STUDY MATERIAL:
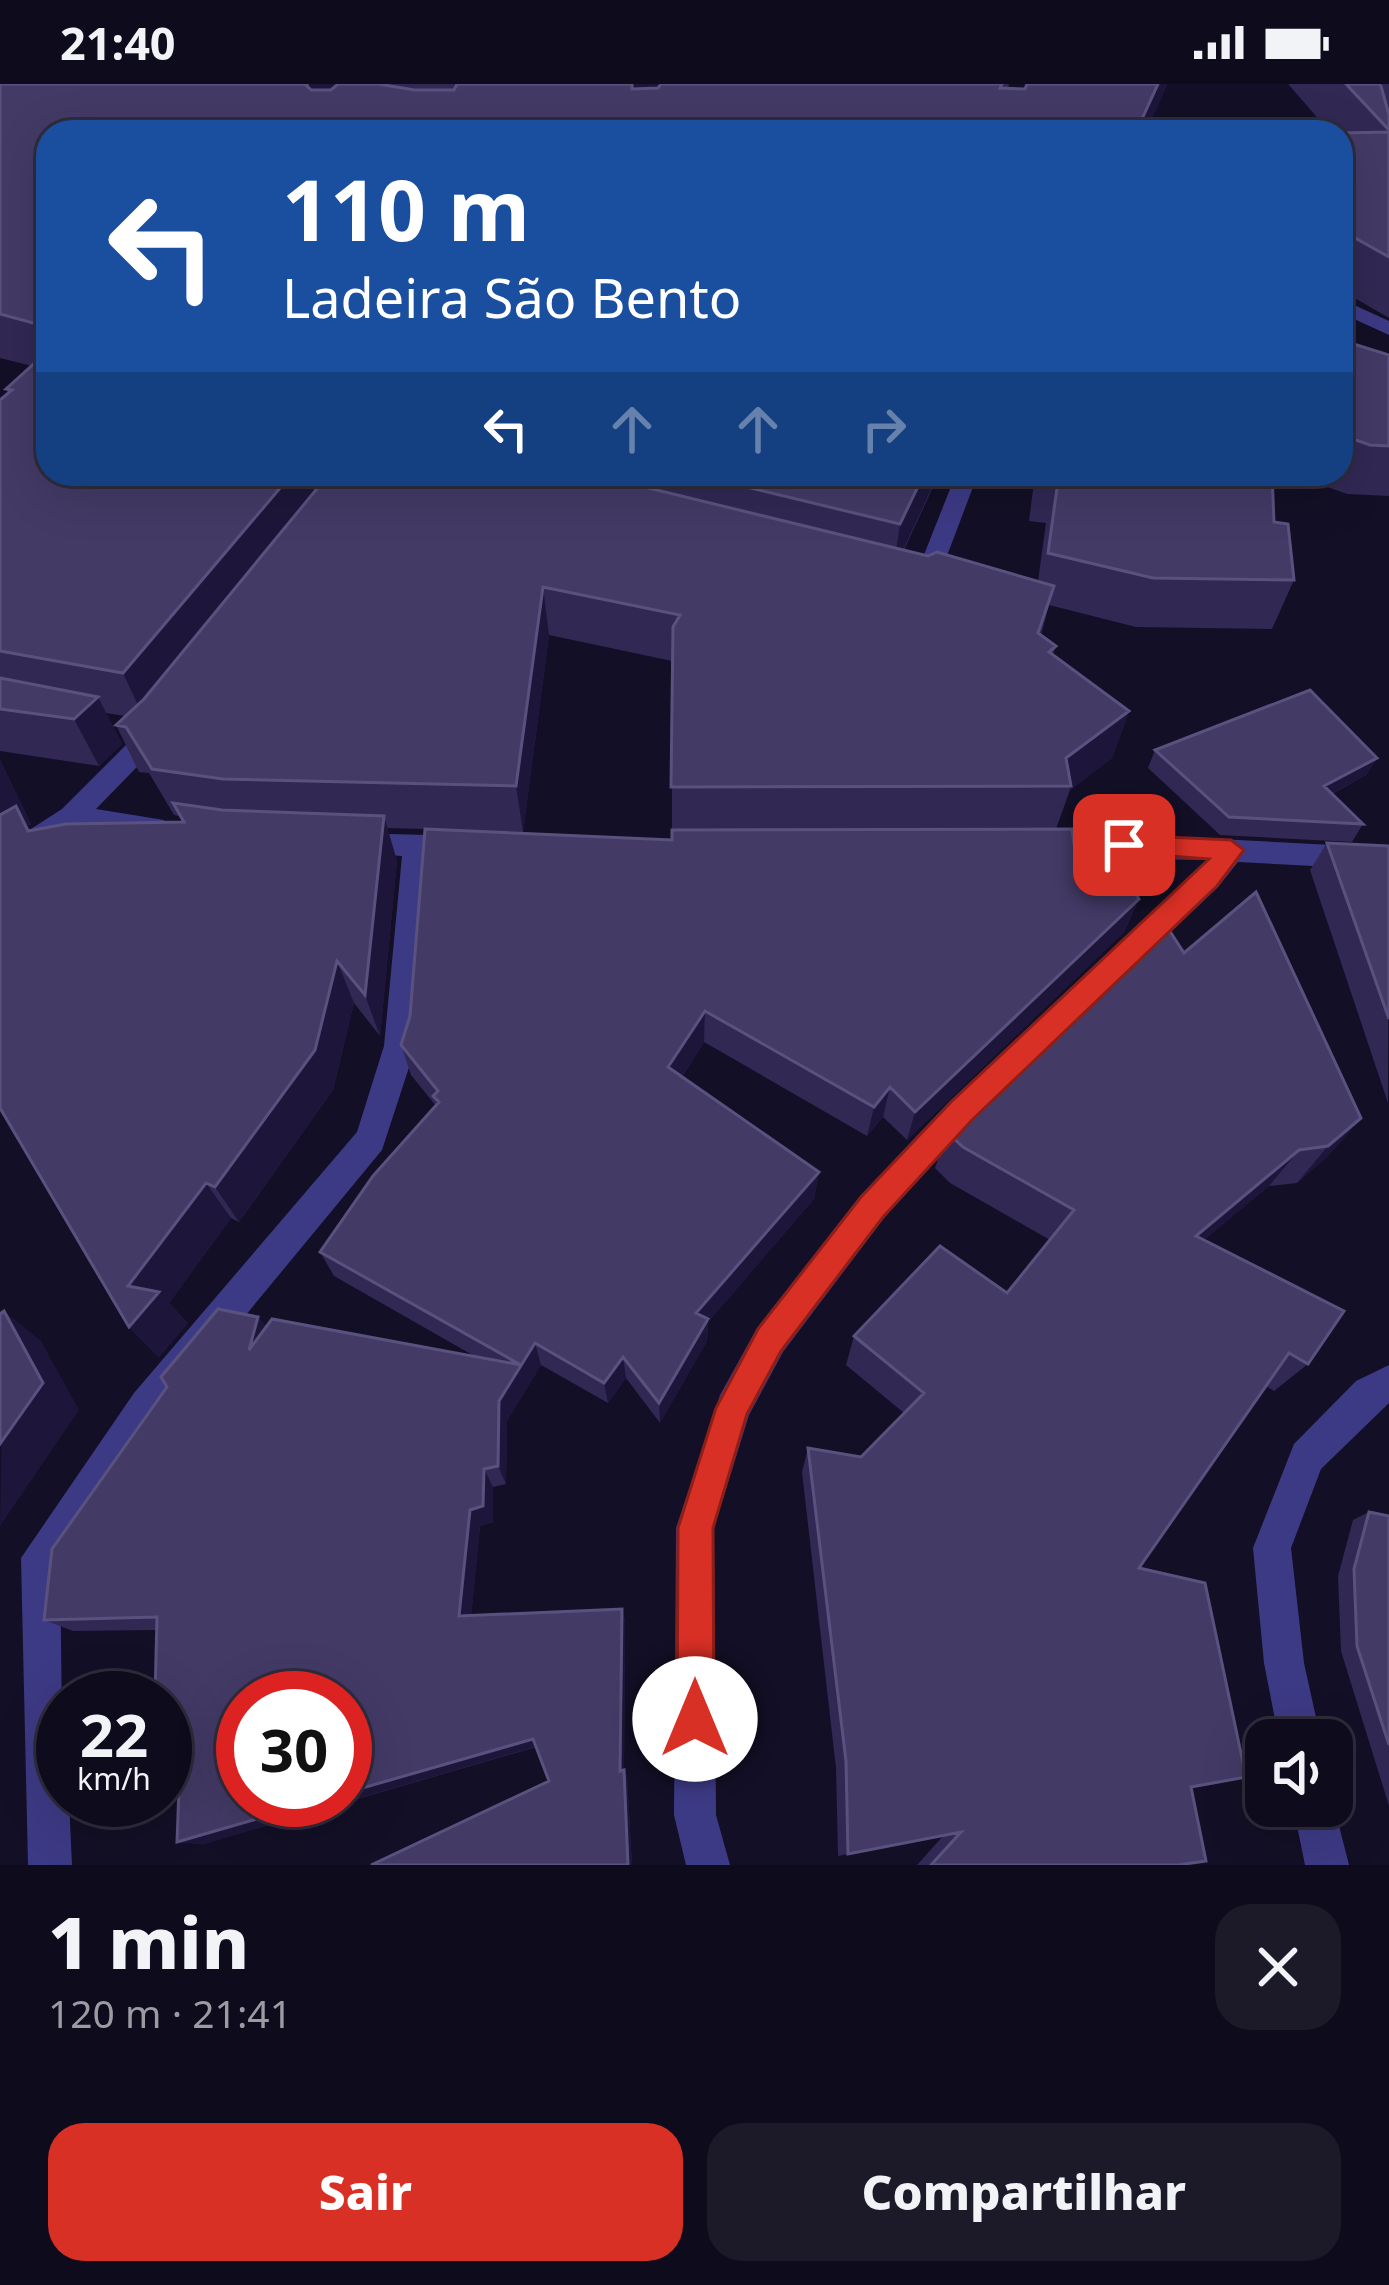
<!DOCTYPE html>
<html lang="pt">
<head>
<meta charset="utf-8">
<style>
	:root { --surface:#0e0b1c; --page:#1c1929; --text:#f1f3f6; --muted:#9b9ba3; --line:#2e2b3b; --accent:#d93025 }
	body { margin:0; font-family:"Noto Sans",sans-serif; background:var(--page); color:var(--text); height:100vh; display:flex; flex-direction:column; font-size:45px; white-space:nowrap }
	* { box-sizing:border-box; margin:0 }
	p { font-size:39px; color:var(--muted) }
	.icon { flex:none; width:66px; height:66px; fill:none; stroke:currentColor; stroke-width:2; stroke-linecap:round; stroke-linejoin:round }
	.map { position:relative; height:1781px; overflow:hidden }
	.details { display:flex; flex-direction:column; background:var(--surface); flex:1 }
	.details>* { flex:none }
	.hud { position:absolute; left:36px; top:36px; width:1317px; height:366px; border-radius:36px; box-shadow:0 12px 48px #0002,0 0 0 3px var(--line); background:#1a4fa0; color:#fff; overflow:hidden }
	.buttons { position:absolute; left:1245px; top:1635px; display:grid; gap:24px }
	.buttons a { display:grid; place-items:center; width:108px; height:108px; border-radius:24px; background:var(--surface); box-shadow:0 12px 48px #0002,0 0 0 3px var(--line); font-size:60px }
	.speed { position:absolute; left:36px; top:1587px; display:flex; gap:24px; font-size:60px; font-weight:700; text-align:center }
	.speed>* { display:grid; place-content:center; width:156px; height:156px; border-radius:50%; background:var(--surface); box-shadow:0 12px 48px #0002,0 0 0 3px var(--line); line-height:1 }
	.speed small { font-size:30px; font-weight:400 }
	.speed .limit { border:18px solid #d22; background:#fff; color:#111 }
	.pin { position:absolute; display:grid; place-items:center; width:102px; height:102px; color:#fff; margin:-51px; border-radius:24px; box-shadow:0 6px 18px #0006 }
	.me { position:absolute; width:132px; margin:-66px; rotate:0deg; stroke-linejoin:round; filter:drop-shadow(0 0 9px #0008) }
	.turn { display:flex; align-items:center; gap:42px; height:252px; padding:0 48px; font-size:54px }
	.turn .icon { width:156px; height:156px; stroke-width:2.5 }
	.turn b { display:block; font-size:84px; line-height:102px }
	.lanes { display:flex; align-items:center; height:114px; padding:0 48px; background:#0003; justify-content:center; gap:60px; direction:ltr }
	.lanes .off { opacity:.35 }
	.round { display:grid; place-items:center; flex:none; width:126px; height:126px; border-radius:36px; background:var(--page) }
	.head { display:flex; align-items:center; justify-content:space-between; height:204px; padding:0 48px }
	h1 { font-size:72px; font-weight:800; line-height:90px }
	.cta { display:flex; gap:24px; margin-top:auto; padding:24px 48px }
	.cta a { flex:1; height:138px; border-radius:36px; background:var(--accent); color:#fff; font-size:48px; font-weight:800; line-height:138px; text-align:center }
	.cta a+a { background:var(--page); color:var(--text) }
	.status { display:flex; justify-content:space-between; align-items:center; height:84px; padding:0 60px; background:var(--surface); direction:ltr }
	.status svg { height:33px; fill:currentColor }
	.map>svg:first-child { display:block }
	.lines { fill:none; stroke-linecap:round; stroke-linejoin:round }
	.street { fill:#3d3a85; fill-rule:evenodd }
	.wall { fill:#312854; fill-rule:evenodd }
	.shaded-wall { fill:#1d163a }
	.building { fill:#433a66; stroke:#5a527e; stroke-width:3 }
	.route { fill:#d93025; stroke:#8d1f18; stroke-width:3 }
</style>
</head>
<body>
<div class="status"><b>21:40</b><svg viewBox="0 0 49 12"><path d="M0 12V9h3v3zM5 12V6h3v6zM10 12V3h3v9zM15 12V0h3v12zM26 1h20v11H26zM47 4h2v5h-2z"/></svg></div>
<div class="map">
<svg width="1389" height="1781" viewBox="0 0 1389 1781">
	<rect width="100%" height="100%" fill="#130f26"/>
	<g class="lines">
		<path class="street" d="M1341,215L1389,237V251L1341,229Z
			M956,390H978L934,506L931,512H913L910,506Z
			M159,634L168,637L172,644L168,651L96,725L164,736L168,744L164,752L154,755L76,743L0,790V765L62,725L150,637Z
			M352,749L466,752L480,763L466,774L430,773L416,962L382,1066L160,1335L60,1479L63,1716H69L72,1781H28L21,1474L134,1309L357,1048L384,962L402,772L342,768L338,760L342,752Z
			M1124,750L1389,764V786L1238,778L1218,803L972,1037L884,1134L783,1268L749,1331L714,1444L716,1731L730,1781H686L674,1731L676,1444L720,1311L757,1244L860,1112L950,1017L1207,776L1065,774L1051,763L1065,752Z
			M1389,1281V1319L1321,1385L1291,1464L1304,1579L1321,1656H1279L1264,1579L1253,1464L1294,1360L1356,1297Z
			M1332,1714L1349,1781H1305L1293,1722H1332Z"/>
	</g>
	<path class="wall" d="M0,0H1009L1008,4L1025,5L1168,0L48,48V390H939L904,466L1038,497L1046,439L1029,437L1035,390H1272L1274,438L1294,496L1272,545L1136,543L1049,521L1041,551L1056,562L1053,571L1129,627L1112,674L1070,706L1056,745L1139,815L1124,848L907,1056L883,1033L867,1052L704,958L682,993L819,1088L814,1115L708,1238L707,1257L660,1339L626,1294L608,1319L541,1281L507,1337L506,1400L493,1403V1438L480,1442L471,1532L622,1525L625,1537L624,1686L627,1691L632,1781H371L549,1697L536,1663L203,1760L177,1758L179,1714L165,1712V1614L156,1546L73,1547L44,1536L258,1233L266,1243L476,1273L334,1192L320,1168L436,1022L411,991L401,961L410,932L425,745L387,744L397,777L380,952L354,919L333,1006L239,1138L231,1134L169,1219L188,1239L159,1273L129,1243L0,1024V676L31,740L28,741L31,746L182,738L179,732L174,731L149,689L139,688L116,641L125,632L106,629L122,660L99,682L0,667V316L8,309L6,305L32,282L0,274ZM549,551L672,577V756L473,747L523,748Z
		M1288,0H1389V234L1341,206V48H1330Z
		M1341,256L1389,271V412L1347,410L1291,390H1341Z
		M1155,666L1377,674L1366,691L1332,710L1363,740L1352,758L1220,751L1148,684Z
		M1327,759L1389,762L1388,1019L1310,786Z
		M1184,869L1361,1034L1329,1071L1297,1099L1269,1102L1204,1156L1308,1280L1274,1307L1266,1302L1139,1484L1191,1703L1178,1781H917L943,1752L838,1772L836,1684L802,1388L808,1364L861,1373L904,1329L846,1281L854,1252L1007,1209L1050,1156L950,1099L935,1084L947,1048Z
		M1369,1428L1389,1432V1722L1341,1567L1338,1492L1353,1436Z"/>
	<path class="shaded-wall" d="M308,0H366L316,48L306,1Z
		M632,0H670L634,45Z
		M1158,0H1168L1146,48H1137Z
		M292,390H346L145,636L123,589Z
		M924,390H938L893,488L900,440Z
		M543,503L549,551L523,748L516,702Z
		M98,613L122,660L99,682L74,635Z
		M1129,627L1112,674L1070,706L1066,674Z
		M1377,674L1366,691L1314,719L1324,702Z
		M0,676L31,740L28,741L45,768L0,760Z
		M384,732L397,777L380,952L365,911Z
		M1139,815L1124,848L907,1056L915,1028Z
		M337,877L354,919L333,1006L239,1138L215,1103Z
		M705,927L704,958L669,1013L668,983Z
		M890,1003L883,1033L867,1052L874,1023Z
		M1361,1034L1329,1071L1297,1099L1328,1062Z
		M1299,1066L1269,1102L1170,1185L1196,1152Z
		M819,1088L814,1115L708,1238L707,1257L660,1339L659,1319L696,1229Z
		M206,1099L231,1134L169,1219L188,1239L159,1273L129,1243L128,1202Z
		M4,1227L41,1257L79,1326L0,1442Z
		M258,1233L275,1255L249,1266Z
		M535,1259L541,1281L507,1337L506,1400L498,1382L499,1317Z
		M623,1273L626,1294L608,1319L604,1299Z
		M484,1385L493,1403V1438L480,1442L470,1544L459,1532L470,1426Z
		M622,1525L625,1537L624,1692L620,1687Z
		M533,1655L541,1661L203,1760L177,1758L322,1716H345V1709Z
		M624,1686L627,1691L632,1781H628Z
		M179,1704L180,1715L165,1712V1708Z"/>
	<path class="building" d="M0,0H308L306,1L311,6H331L338,0H379L414,6H454L457,0H632V5L658,4L661,0H1002L1000,4L1025,5L1027,0H1158L1137,46L1170,48H48V243L0,230Z
		M1346,0H1379L1381,2L1389,31V46Z
		M1389,48V173L1341,146V49Z
		M1341,256L1389,271V362L1370,361L1341,351Z
		M48,267V390H292L123,589L0,567V316L12,306L6,305Z
		M329,390H591L928,472L937,468L1054,502L1038,549L1056,562L1049,568L1129,627L1066,674L1071,702L671,703L673,543L680,531L543,503L516,702L223,695L152,685L126,643L116,641L144,615Z
		M692,390H924L900,440Z
		M1056,390H1272L1274,438L1288,440L1294,496L1153,494L1048,469L1059,390Z
		M0,594L98,613L74,635L0,625Z
		M1310,606L1377,674L1324,702L1363,740L1229,733L1155,666Z
		M173,719L222,726L384,732L365,911L337,877L315,966L215,1103L206,1099L128,1202L159,1208L129,1243L0,1024V731L16,722L28,747L66,740L184,738Z
		M425,745L672,756V746L1072,745L1074,760L1106,761L1139,815L915,1028L890,1003L874,1023L705,927L668,983L819,1088L696,1229L708,1235L659,1319L623,1273L604,1299L535,1259L499,1317L498,1382L484,1385L483,1422L470,1426L459,1532L622,1525L620,1687L624,1686L628,1781H371L549,1697L533,1655L345,1709V1614H243V1716H322L177,1758L179,1704L165,1708V1614H155L157,1533L44,1536L52,1465L167,1303L161,1293L218,1225L258,1233L249,1266L272,1235L521,1281L320,1168L373,1092L439,1018L433,1012L438,1007L401,961L410,932Z
		M1327,759L1389,762V935Z
		M1256,808L1361,1034L1328,1062L1299,1066L1196,1152L1344,1227L1308,1280L1289,1269L1139,1484L1205,1499L1246,1693L1191,1703L1206,1777L1178,1781H931L961,1748L848,1770L846,1677L808,1364L861,1373L924,1309L854,1252L940,1162L1007,1209L1074,1126L963,1063L947,1048L1164,838L1184,869Z
		M4,1227L43,1299L0,1360V1230Z
		M1369,1428L1389,1432V1661L1357,1562L1354,1485Z"/>
	<path class="route" d="M1124,751L1231,756L1244,766L1217,802L972,1036L883,1133L781,1267L747,1330L713,1444L714,1635L709,1649L695,1654L682,1649L677,1635L678,1444L716,1324L758,1245L861,1113L951,1018L1209,775L1115,768L1111,761Z"/>
</svg>
<div class="buttons">
<a><svg class="icon" aria-label="sound" viewBox="0 0 24 24"><path d="M4 9h4l5-4v14l-5-4H4zM17 9q2 3 0 6"/></svg></a>
</div>
<div class="speed"><div>22<small>km/h</small></div><div class="limit">30</div></div>
<div class="pin" style="left:1124px;top:761px;background:#d93025"><svg class="icon" aria-label="arrive" viewBox="0 0 24 24"><path d="M6 21V4h12l-3 4 3 4H6"/></svg></div>
<svg class="me" style="left:695px;top:1635px" viewBox="-20 -20 40 40"><circle r="19" fill="#fff"/><path d="M0-13L10 11 0 6-10 11z" fill="#d93025"/></svg>
<div class="hud">
<div class="turn"><svg class="icon" aria-label="left" viewBox="0 0 24 24"><path d="M17 20v-9H6M10 6l-5 5 5 5"/></svg><div><b>110 m</b>Ladeira São Bento</div></div>
<div class="lanes"><svg class="icon" aria-label="left" viewBox="0 0 24 24"><path d="M17 20v-9H6M10 6l-5 5 5 5"/></svg><svg class="icon off" aria-label="ahead" viewBox="0 0 24 24"><path d="M12 20V5M6 11l6-6 6 6"/></svg><svg class="icon off" aria-label="ahead" viewBox="0 0 24 24"><path d="M12 20V5M6 11l6-6 6 6"/></svg><svg class="icon off" aria-label="right" viewBox="0 0 24 24"><path d="M7 20v-9h11M14 6l5 5-5 5"/></svg></div>
</div>
</div>
<section class="details">
<div class="head"><div><h1>1 min</h1><p>120 m · 21:41</p></div><a class="round"><svg class="icon" aria-label="close" viewBox="0 0 24 24"><path d="M6 6l12 12M18 6L6 18"/></svg></a></div>
<div class="cta"><a>Sair</a><a>Compartilhar</a></div>
</section>
</body>
</html>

TASK DIRECTIONS:
Given the records above, return exactly the lines starting at the line containing "display:grid; place-items:center; width:108px;" and ending at the line containing "display:block; font-size:84px; line-height:102px", including both.

COMPLETED TASK:
	.buttons a { display:grid; place-items:center; width:108px; height:108px; border-radius:24px; background:var(--surface); box-shadow:0 12px 48px #0002,0 0 0 3px var(--line); font-size:60px }
	.speed { position:absolute; left:36px; top:1587px; display:flex; gap:24px; font-size:60px; font-weight:700; text-align:center }
	.speed>* { display:grid; place-content:center; width:156px; height:156px; border-radius:50%; background:var(--surface); box-shadow:0 12px 48px #0002,0 0 0 3px var(--line); line-height:1 }
	.speed small { font-size:30px; font-weight:400 }
	.speed .limit { border:18px solid #d22; background:#fff; color:#111 }
	.pin { position:absolute; display:grid; place-items:center; width:102px; height:102px; color:#fff; margin:-51px; border-radius:24px; box-shadow:0 6px 18px #0006 }
	.me { position:absolute; width:132px; margin:-66px; rotate:0deg; stroke-linejoin:round; filter:drop-shadow(0 0 9px #0008) }
	.turn { display:flex; align-items:center; gap:42px; height:252px; padding:0 48px; font-size:54px }
	.turn .icon { width:156px; height:156px; stroke-width:2.5 }
	.turn b { display:block; font-size:84px; line-height:102px }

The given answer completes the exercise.